Enormous potential range of applications.
Electrical Switch
In the Nature Nanotechnology paper, the MIT researchers describe using electrical currents to reversibly change the material structure—and therefore optical properties—of the new metasurface. In the past, they used bulky lasers or a furnace to supply the necessary heat. “This is important because we can now integrate the entire active optical device, along with the electrical switch, on a silicon chip to form a miniaturized optics platform,” says Juejun Hu, leader of the work and an Associate Professor of Materials Science and Engineering in DMSE.

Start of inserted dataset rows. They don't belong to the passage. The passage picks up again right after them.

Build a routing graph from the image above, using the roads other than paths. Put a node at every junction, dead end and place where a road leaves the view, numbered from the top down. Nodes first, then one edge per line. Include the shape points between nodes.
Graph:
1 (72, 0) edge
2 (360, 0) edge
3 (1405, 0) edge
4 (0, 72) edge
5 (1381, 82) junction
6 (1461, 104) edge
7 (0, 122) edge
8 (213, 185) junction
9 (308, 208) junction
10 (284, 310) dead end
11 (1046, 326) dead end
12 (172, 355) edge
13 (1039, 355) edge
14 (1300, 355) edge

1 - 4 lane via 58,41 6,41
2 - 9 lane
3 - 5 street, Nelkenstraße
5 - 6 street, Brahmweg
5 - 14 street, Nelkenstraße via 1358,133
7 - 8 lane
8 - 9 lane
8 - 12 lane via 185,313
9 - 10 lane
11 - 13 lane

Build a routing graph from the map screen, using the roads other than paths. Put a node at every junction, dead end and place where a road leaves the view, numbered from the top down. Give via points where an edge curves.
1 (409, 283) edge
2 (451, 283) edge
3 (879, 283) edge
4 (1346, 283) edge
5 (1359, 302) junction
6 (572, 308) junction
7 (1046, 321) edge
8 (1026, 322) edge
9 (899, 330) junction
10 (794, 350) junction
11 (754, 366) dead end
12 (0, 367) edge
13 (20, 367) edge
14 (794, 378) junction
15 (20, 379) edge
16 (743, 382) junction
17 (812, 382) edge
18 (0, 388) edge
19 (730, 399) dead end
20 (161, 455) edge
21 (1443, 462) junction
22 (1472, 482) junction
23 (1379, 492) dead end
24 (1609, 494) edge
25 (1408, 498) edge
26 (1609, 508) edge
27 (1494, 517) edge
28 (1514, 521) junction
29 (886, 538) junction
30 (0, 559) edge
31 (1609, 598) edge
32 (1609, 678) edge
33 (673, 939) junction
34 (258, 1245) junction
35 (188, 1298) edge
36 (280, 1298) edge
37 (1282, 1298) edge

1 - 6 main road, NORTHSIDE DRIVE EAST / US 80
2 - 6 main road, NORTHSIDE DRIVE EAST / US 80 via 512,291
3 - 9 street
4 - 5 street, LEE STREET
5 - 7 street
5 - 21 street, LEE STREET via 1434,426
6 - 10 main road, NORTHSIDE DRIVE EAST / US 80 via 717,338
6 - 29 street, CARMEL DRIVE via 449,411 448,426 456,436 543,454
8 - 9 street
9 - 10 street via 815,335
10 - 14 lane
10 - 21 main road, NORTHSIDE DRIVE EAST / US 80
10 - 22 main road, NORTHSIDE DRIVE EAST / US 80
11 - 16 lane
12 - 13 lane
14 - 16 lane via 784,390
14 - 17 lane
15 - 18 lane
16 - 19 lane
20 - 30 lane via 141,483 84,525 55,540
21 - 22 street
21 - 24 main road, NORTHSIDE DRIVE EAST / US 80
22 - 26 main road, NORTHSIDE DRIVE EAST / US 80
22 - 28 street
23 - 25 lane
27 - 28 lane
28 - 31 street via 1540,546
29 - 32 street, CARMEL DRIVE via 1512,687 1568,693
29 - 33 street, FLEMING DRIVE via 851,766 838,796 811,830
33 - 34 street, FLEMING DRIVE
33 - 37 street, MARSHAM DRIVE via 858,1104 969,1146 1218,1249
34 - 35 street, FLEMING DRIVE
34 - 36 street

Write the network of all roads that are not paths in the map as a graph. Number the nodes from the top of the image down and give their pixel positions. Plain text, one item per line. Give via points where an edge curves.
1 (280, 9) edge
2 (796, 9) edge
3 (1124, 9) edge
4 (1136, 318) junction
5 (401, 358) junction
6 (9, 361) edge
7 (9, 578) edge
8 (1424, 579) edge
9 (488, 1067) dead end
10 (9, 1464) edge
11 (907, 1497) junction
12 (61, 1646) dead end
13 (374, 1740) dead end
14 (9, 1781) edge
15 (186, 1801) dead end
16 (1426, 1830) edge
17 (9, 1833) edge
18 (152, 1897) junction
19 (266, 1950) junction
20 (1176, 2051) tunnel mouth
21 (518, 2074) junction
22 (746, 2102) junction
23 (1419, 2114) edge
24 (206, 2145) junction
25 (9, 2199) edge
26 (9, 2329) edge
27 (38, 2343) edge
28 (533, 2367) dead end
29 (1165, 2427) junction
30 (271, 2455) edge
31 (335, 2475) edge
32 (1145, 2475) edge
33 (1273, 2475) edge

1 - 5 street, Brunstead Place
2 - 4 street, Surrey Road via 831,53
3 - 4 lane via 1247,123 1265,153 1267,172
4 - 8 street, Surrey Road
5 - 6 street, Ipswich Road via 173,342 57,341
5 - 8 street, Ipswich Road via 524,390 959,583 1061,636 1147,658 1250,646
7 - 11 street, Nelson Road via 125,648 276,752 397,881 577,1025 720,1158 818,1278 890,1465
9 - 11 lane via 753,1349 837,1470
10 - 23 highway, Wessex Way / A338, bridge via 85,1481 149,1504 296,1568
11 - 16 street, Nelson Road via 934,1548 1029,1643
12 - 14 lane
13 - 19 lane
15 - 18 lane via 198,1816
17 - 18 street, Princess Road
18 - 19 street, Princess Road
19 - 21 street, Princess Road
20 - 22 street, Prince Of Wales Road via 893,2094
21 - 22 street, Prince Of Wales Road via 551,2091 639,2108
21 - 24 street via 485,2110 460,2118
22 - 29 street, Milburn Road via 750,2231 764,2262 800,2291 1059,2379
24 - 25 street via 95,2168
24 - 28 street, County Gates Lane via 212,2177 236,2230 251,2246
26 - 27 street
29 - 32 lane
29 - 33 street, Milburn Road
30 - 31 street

The team also reports demonstrating “a series of tunable optical functions using the platform,” Hu says. These include a beam steering device where “by switching the material to different [internal] structures, we can send light in one direction versus another, back and forth.” Beam steering is key to self-driving cars, although Hu emphasizes that the device he and colleagues demonstrated is still fairly rudimentary. “It’s more a proof of principle.”
In addition to Zhang and Hu, authors of the new paper are Junhao Liang, Bilal Azhar, Mikhail Y. Shalaginov, Skylar Deckoff-Jones, Carlos Rios, and Tian Gu, all of MIT DMSE; Clayton Fowler, Sensong An, and Hualiang Zhang of the University of Massachusetts, Lowell; Jeffrey B. Chou, Christopher M. Roberts, and Vladimir Liberman of MIT Lincoln Laboratory; Myungkoo Kang and Kathleen A. Richardson of the University of Central Florida, and Clara Rivero-Baleine of Lockheed Martin Corporation. Hu and Gu are also affiliated with MIT’s Materials Research Laboratory.
A New Material
Phase-change materials (PCMs) change their structure in response to heat. They are used commercially in rewritable CDs and DVDs. Explains Hu, “a laser beam changes the structure of the material locally, from amorphous to crystalline, and that change can be used to encode ones and zeros—digital information.”
However, conventional PCMs have limitations when it comes to optical applications. For one, they are opaque. They won’t let light pass through. “That motivated us to look into a new phase-change material for optical devices that is transparent,” Hu says. Earlier this year his team reported that adding another element, selenium, to a conventional PCM did the trick.
The new material, composed of germanium, selenium, antimony, and tellurium (GSST), is key to the new metasurface. The metasurface, in turn, is not just a thin film of GSST, it’s a film of GSST only about half a millimeter square patterned with some 100,000 nanoscale structures. And these, in turn, “allow you to control the propagation of light. So you can transform a collection of these nanostructures into, for example, a lens,” Hu says.